Reflexivity – Researchers subjectivity is considered as an extra piece of data alongside those of their respondents and how these differences or similarities affect the data collection and analysis.
Analysis – The process of analysing Qa data can bring forth surprising patterns and yield further hypotheses that require yet further investigation.
Qa researchers are interested in answering the questions of why rather than what. It is just not enough on its own to know that a certain number of people said yes to a particular ‘closed’ question. That is not to say that when placed alongside Qa evidence, Q1 evidence is both clear and powerful. Unfortunately it sometimes has the effect of being so powerful to some individuals that it overpowers the opinions of the people involved and this is particularly dangerous. In addition there are still many researchers who are not prepared to ‘go the extra mile’ and add the extra understanding to the figures they have collected.
Schostak (2002) espouses that Qa researchers develop their theories from the everyday experiences of their respondents and report the research findings in terms that would be familiar to those respondents. They conduct their research on a much more face to face level of interaction that focuses on the respondents’ everyday routine. Qa researchers do not have the objective detachment from their data that limits Q1 researchers. Rather the Qa researchers engage respondents in the research and it is this engagement which gives respondents an understanding of the research. This is considered to be a basis for the facilitation of radical social change that is a defining feature of Critical Psychology.
Qa research should not be seen as an attempt to reflect social reality in objective terms, but rather as the production of a set of interpretations that allow a greater and more detailed understanding of a particular social phenomenon. There is a move towards placing the researcher and their interpretations as the axes of the investigation, so as to support the findings.
This happens through a narration by the respondent, however narration is not merely a medium of communication, but a descriptive and analytical tool with which the researcher seeks to produce an interpretation of the reality experienced by the respondent.

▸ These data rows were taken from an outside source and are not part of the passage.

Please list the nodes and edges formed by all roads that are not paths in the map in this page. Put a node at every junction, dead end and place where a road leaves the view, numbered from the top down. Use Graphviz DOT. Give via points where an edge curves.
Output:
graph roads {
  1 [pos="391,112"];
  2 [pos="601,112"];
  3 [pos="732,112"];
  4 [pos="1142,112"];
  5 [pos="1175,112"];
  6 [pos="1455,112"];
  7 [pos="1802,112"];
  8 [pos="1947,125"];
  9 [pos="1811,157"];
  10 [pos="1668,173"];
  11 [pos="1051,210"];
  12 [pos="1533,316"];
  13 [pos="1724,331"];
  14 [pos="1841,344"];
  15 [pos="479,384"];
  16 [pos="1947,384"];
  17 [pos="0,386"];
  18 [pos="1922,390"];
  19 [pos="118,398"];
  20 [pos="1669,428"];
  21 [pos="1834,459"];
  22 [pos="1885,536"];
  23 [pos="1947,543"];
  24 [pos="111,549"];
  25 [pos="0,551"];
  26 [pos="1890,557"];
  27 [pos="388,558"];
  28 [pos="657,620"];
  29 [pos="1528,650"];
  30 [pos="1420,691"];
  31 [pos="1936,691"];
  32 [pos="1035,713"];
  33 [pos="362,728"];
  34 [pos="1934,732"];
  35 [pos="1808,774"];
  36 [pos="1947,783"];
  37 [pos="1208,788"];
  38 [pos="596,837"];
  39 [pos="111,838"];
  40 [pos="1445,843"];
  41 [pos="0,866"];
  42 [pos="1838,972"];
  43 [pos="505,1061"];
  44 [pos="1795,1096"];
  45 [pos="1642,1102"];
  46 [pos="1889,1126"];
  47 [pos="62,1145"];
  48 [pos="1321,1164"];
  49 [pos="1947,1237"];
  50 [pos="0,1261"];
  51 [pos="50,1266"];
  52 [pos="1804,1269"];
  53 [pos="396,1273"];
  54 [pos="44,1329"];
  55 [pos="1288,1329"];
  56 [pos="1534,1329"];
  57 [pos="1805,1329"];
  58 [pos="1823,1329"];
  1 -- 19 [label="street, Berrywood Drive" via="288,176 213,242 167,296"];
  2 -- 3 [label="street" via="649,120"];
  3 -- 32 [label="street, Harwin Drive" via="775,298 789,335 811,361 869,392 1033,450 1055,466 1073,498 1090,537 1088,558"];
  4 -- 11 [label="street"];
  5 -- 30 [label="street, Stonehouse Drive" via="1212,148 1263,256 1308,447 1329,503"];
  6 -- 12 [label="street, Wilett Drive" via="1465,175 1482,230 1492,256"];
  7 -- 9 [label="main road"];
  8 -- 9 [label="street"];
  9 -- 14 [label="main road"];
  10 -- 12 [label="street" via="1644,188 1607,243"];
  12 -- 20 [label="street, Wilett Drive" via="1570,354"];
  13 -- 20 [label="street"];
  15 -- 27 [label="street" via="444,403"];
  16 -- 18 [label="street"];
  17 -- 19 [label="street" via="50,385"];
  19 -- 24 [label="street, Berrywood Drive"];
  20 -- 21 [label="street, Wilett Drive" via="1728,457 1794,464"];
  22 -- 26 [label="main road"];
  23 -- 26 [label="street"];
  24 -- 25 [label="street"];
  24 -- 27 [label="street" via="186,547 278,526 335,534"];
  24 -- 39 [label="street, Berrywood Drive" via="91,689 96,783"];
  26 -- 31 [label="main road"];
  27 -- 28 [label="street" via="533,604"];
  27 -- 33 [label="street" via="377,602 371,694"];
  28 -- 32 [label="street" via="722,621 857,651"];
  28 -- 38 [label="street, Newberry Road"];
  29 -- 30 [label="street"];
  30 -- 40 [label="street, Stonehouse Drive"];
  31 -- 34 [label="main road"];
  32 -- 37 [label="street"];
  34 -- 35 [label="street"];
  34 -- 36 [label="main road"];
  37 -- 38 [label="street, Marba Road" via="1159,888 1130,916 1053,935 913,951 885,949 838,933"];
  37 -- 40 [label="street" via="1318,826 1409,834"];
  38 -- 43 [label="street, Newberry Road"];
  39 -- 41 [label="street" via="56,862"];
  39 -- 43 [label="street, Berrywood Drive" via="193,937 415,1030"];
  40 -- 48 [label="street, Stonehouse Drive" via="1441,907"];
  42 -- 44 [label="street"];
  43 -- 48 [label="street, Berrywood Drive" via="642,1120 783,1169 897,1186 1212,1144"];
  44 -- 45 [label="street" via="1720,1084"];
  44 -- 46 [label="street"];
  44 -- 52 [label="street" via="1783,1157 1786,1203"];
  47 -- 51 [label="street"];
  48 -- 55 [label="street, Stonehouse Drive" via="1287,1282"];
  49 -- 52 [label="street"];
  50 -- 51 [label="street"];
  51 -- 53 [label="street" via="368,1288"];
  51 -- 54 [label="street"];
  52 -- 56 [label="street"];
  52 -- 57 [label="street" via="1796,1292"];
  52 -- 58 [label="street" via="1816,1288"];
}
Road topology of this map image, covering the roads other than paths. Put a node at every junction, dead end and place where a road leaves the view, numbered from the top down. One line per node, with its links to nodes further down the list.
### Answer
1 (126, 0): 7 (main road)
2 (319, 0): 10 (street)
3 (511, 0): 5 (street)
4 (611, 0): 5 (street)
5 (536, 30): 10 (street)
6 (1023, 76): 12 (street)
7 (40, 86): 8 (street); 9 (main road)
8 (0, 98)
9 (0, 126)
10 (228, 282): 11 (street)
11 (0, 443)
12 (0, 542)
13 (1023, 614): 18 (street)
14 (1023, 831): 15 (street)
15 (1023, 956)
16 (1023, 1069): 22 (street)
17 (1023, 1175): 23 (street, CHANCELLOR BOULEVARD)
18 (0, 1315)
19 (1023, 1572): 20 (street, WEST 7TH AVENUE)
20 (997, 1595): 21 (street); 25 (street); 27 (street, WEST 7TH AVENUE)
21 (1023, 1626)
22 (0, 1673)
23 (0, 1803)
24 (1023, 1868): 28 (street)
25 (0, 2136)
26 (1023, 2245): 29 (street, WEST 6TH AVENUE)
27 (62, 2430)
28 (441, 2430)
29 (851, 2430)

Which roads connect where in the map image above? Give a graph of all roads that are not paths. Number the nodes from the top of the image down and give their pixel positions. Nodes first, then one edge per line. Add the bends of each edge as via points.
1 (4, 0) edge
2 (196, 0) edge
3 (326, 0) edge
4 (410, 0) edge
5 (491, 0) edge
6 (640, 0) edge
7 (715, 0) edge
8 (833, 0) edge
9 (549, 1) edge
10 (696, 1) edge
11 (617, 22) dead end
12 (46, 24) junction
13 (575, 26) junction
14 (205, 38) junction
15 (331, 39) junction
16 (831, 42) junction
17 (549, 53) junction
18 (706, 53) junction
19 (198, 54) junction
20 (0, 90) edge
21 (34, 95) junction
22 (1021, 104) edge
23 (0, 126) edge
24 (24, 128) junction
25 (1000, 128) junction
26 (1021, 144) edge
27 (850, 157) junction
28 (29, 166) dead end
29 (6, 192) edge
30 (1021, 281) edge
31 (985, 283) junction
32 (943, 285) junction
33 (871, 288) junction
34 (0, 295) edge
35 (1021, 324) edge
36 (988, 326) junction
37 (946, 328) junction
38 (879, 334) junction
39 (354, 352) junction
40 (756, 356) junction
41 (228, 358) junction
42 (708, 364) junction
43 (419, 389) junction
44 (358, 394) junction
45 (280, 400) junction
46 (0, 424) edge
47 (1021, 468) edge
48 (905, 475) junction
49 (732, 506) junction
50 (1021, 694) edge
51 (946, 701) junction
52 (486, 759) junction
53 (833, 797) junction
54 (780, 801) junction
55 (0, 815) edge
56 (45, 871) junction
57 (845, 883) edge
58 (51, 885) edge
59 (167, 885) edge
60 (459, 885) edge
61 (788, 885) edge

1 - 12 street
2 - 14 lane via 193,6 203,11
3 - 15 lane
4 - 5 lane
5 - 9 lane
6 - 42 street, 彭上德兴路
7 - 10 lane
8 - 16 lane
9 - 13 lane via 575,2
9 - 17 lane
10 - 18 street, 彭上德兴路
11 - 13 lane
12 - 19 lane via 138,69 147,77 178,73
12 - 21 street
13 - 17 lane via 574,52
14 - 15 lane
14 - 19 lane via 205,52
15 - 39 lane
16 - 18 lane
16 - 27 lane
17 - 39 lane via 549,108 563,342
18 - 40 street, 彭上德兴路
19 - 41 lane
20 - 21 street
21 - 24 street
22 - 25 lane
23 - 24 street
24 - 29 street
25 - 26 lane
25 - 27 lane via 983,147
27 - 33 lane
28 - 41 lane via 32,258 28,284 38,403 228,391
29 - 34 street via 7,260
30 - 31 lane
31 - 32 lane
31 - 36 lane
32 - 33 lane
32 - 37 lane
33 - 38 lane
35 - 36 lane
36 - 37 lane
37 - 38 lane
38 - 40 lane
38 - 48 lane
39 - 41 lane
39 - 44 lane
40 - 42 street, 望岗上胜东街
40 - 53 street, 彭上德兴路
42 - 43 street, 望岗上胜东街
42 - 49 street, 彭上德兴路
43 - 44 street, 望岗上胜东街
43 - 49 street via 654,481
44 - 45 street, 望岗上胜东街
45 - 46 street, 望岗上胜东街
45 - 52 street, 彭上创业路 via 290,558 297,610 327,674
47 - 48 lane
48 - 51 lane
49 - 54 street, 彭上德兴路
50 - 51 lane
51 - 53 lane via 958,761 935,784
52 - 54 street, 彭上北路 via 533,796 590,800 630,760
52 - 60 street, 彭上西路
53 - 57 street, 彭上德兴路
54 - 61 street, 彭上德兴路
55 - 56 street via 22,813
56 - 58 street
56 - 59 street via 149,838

In a typical Q1 experiment a small number of variables are manipulated and the consequences of that manipulation are observed. Q1 research however, does not take into account that some important factors in a phenomenon cannot be manipulated in this way. One of these important factors is that of people’s behaviour which is often complex. It cannot be reduced to simply a straightforward reaction to a stimulus or some measurable aspect of the immediate surroundings (for instance, the number of
people present). Rather, it is framed and given meaning by people’s personal histories and by the beliefs, values and moral principles of the society and communities to which they belong. These things cannot be conceptualised adequately as experimental variables, and such concerns have led to an increase in the use of qualitative methods. When critical psychologists talk about experiments ‘decontextualising’ behaviour (Hepburn, 2003), they are often referring to this more ‘distant’ personal and
social context as well as to features of the more immediate situational context that can inform our understanding of a person’s conduct, which is all too often lost in the hypothesis driven Q1 research.
In conclusion, the relevance of qualitative methods to critical social psychology can be best summed up in this direct quote from a famous 19th century Scottish mathematician and physicist:
“It was a great step in science when men became convinced that, in order to understand the nature of things, they must begin by asking, not whether a thing is good or bad, noxious or beneficial, but of what kind it is? And how much is there of it? Quality and Quantity were then first recognised as the primary features to be observed in scientific inquiry”.